Chapter 4 uliCUT&RUN data analysis

For analyzing the uliCUT&RUN datasets, just begin with the bdg(bedGraph) files.

Steps before getting the bed file (CUT&RUN protocol on GitHub):

  • trim reads to 25 bases (while keeping paired)

  • split reads using novocraft (also trims off barcode with -l option)

  • Align reads using Bowtie2 (align to yeast or to mouse)

  • Remove duplicate reads (created through PCR) using Picard.

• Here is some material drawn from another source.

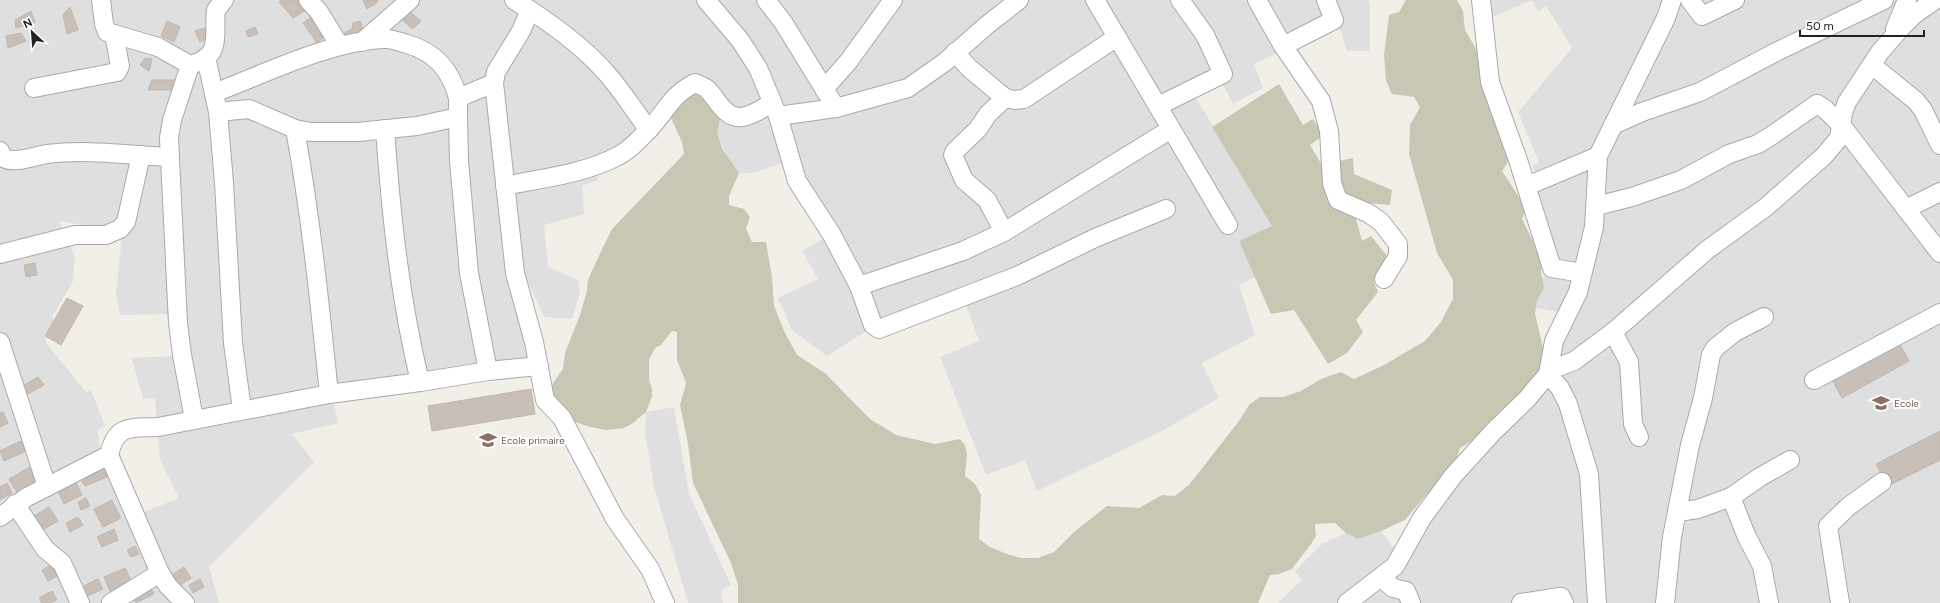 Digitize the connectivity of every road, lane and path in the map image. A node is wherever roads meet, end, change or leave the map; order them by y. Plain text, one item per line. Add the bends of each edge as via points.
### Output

  • Remove low quality reads (MAPQ <10)

  • Make Size Distribution file for mm10; Make size distribution for sacCer3, spike in

  • Make size classes (1-120 for TF, 150-500 for histones)

  • Homer analysis

  • makeTagDirectory

  • makeUCSCfile

  • make aggregation plots or heatmaps over specific anchor location

  • call peaks

  • find motifs

4.1 Experimental design

Biological question:

In this project we are only interested in samples from blastocysts, and the goal is to find out which NANOG binding regions are influenced by the depletion of BRG1.

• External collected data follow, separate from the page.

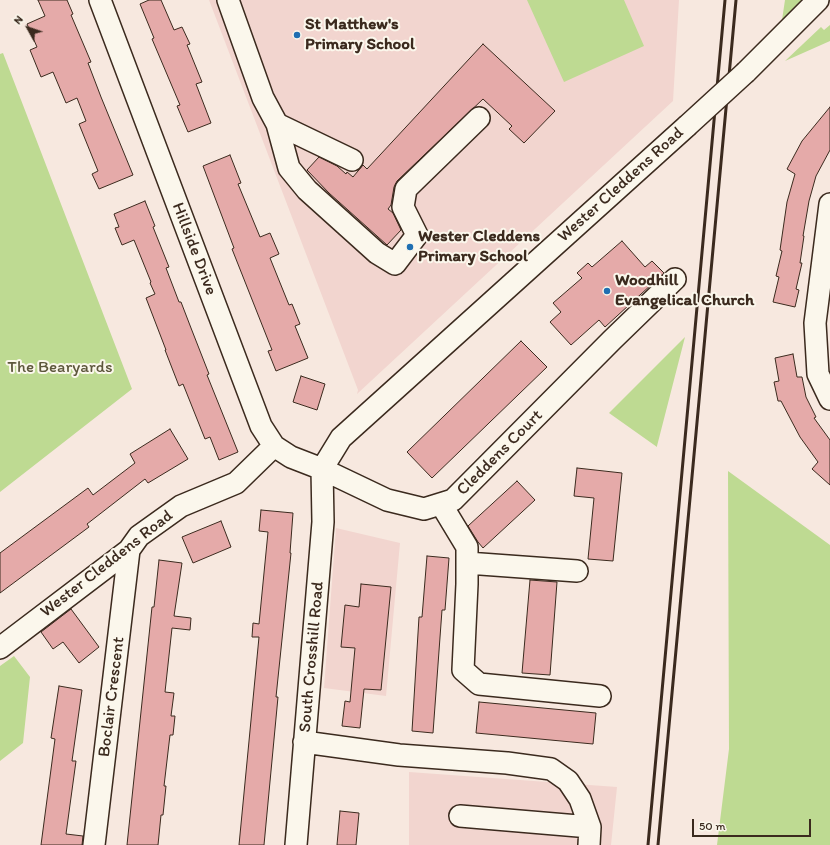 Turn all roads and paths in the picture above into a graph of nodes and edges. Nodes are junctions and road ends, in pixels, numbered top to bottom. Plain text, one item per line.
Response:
1 (100, 0) edge
2 (228, 0) edge
3 (818, 0) edge
4 (480, 118) dead end
5 (277, 124) junction
6 (352, 160) dead end
7 (830, 204) edge
8 (675, 280) dead end
9 (823, 321) edge
10 (830, 399) edge
11 (274, 446) junction
12 (322, 469) junction
13 (441, 504) junction
14 (129, 550) junction
15 (467, 563) junction
16 (576, 571) dead end
17 (0, 648) edge
18 (600, 696) dead end
19 (304, 742) junction
20 (460, 816) dead end
21 (590, 836) edge
22 (94, 845) edge
23 (296, 845) edge

1 - 11 street, Hillside Drive
2 - 5 street
3 - 12 street, Wester Cleddens Road, bridge
4 - 5 street
5 - 6 street
7 - 9 street
8 - 13 street, Cleddens Court
9 - 10 street
11 - 12 street, Hillside Drive
11 - 14 street, Wester Cleddens Road
12 - 13 street, Cleddens Court
12 - 19 street, South Crosshill Road
13 - 15 street
14 - 17 street, Wester Cleddens Road
14 - 22 street, Boclair Crescent
15 - 16 street
15 - 18 street
19 - 21 street
19 - 23 street, South Crosshill Road
20 - 21 street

Table 4.1: Experimental design in CUT & RUN
cellType Experiment Antibody Rep
blastocysts EGFPKD NoAb 4
blastocysts EGFPKD NANOG 4
blastocysts Brg1KD(Smarca4KD) NoAb 4
blastocysts Brg1KD(Smarca4KD) NANOG 4
blastocysts NanogkD NoAb 4
blastocysts NanogkD NANOG 4

Hainer, S. J., et al. (2019).

Hints:

  1. Fig F shows GEFP-KD with NANOG Antibody group does not affect the enrichment of NANOG, so actually these samples are used as the control group in the analysis.

  2. From EGFP-KD and Smarca4-KD conditions. I think we might tell which NSNOG binding regions are BRG1 related and which are not by analyzing the two samples to find the differential NANOG peaks.

4.2 bedGraph

BedGraph format

The score is placed in column 4, not column 5

Track lines are compulsory, and must include type=bedGraph. Currently the only optional parameters supported by Ensembl are:

  1. name: unique name to identify this track when parsing the file

  2. description: label to be displayed under the track in Region in Detail

  3. priority: integer defining the order in which to display tracks, if multiple tracks are defined.

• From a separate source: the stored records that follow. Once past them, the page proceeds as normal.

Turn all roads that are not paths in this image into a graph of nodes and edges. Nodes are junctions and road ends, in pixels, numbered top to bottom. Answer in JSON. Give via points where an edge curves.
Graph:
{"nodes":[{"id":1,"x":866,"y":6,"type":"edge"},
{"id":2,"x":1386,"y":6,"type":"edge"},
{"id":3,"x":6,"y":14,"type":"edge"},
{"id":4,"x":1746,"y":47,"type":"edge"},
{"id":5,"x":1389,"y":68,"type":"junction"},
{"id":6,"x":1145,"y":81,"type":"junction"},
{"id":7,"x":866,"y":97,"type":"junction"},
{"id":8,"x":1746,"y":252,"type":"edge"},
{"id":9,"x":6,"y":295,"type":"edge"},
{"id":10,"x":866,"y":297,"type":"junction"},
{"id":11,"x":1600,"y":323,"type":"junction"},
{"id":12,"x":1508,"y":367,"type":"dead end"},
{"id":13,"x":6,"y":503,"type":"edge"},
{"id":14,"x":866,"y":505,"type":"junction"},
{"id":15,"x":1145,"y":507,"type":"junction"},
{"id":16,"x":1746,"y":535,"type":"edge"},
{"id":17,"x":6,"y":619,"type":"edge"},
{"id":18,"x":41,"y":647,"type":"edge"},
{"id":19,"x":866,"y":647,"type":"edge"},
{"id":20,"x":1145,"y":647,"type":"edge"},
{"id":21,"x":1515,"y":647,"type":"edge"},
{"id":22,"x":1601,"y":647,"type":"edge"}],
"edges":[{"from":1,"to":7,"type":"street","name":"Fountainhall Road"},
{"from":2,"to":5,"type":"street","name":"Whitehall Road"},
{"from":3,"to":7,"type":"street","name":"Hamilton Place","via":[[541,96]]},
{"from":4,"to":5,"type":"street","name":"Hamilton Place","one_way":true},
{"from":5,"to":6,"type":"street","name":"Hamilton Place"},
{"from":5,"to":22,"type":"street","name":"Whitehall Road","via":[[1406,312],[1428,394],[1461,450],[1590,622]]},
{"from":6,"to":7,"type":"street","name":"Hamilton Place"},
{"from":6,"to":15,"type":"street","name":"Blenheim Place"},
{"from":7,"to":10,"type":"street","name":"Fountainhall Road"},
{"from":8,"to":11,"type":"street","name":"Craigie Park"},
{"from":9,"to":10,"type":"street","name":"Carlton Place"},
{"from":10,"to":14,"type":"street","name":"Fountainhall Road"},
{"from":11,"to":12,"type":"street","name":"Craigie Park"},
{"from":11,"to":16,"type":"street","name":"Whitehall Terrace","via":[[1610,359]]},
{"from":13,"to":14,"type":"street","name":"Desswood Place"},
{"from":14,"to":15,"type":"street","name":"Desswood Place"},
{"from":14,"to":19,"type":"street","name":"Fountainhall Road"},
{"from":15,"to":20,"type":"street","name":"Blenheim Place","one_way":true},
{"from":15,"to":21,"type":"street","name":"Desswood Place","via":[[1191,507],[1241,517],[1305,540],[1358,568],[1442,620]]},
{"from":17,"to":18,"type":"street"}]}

  4. graphType: either ‘bar’ or ‘points’

zcat Brg1KD_1.bedGraph.gz | head
# track type=bedGraph name="Brg1KD_Nanog_1_1-120 Total Tags = 1.16e+05, normalized to 1.00e+07" description="Brg1KD_Nanog_1_1-120 Total Tags = 1.16e+05, normalized to 1.00e+07" color=123,110,212 visibility=full yLineOnOff=on autoScale=on yLineMark="0.0" alwaysZero=on graphType=bar maxHeightPixels=128:75:11 windowingFunction=maximum smoothingWindow=off
# chr1    3011588 3011599 41.40
# chr1    3011599 3011692 82.80
# chr1    3011692 3011703 41.40
# chr1    3048182 3048232 41.40
# chr1    3048232 3048286 82.80

bedgraph, bed2bam

Genome browser tracks were generated from mapped reads using the “makeUCSCfile” command.

Mapped reads were aligned over specific regions using the “annotatePeaks” command to make 20 bp bins over regions of interest and sum the reads within each bin. Peaks were called using parameters similar to those previously described (Skene et al., 2018) but implemented in HOMER using the “findPeaks” command with the following parameters: -style factor < or > histone -P 1 -poisson 0.01 -F 0.5 -L 2 -LP 0.001 -i noab.

Motifs were identified using the “findMotifs” command.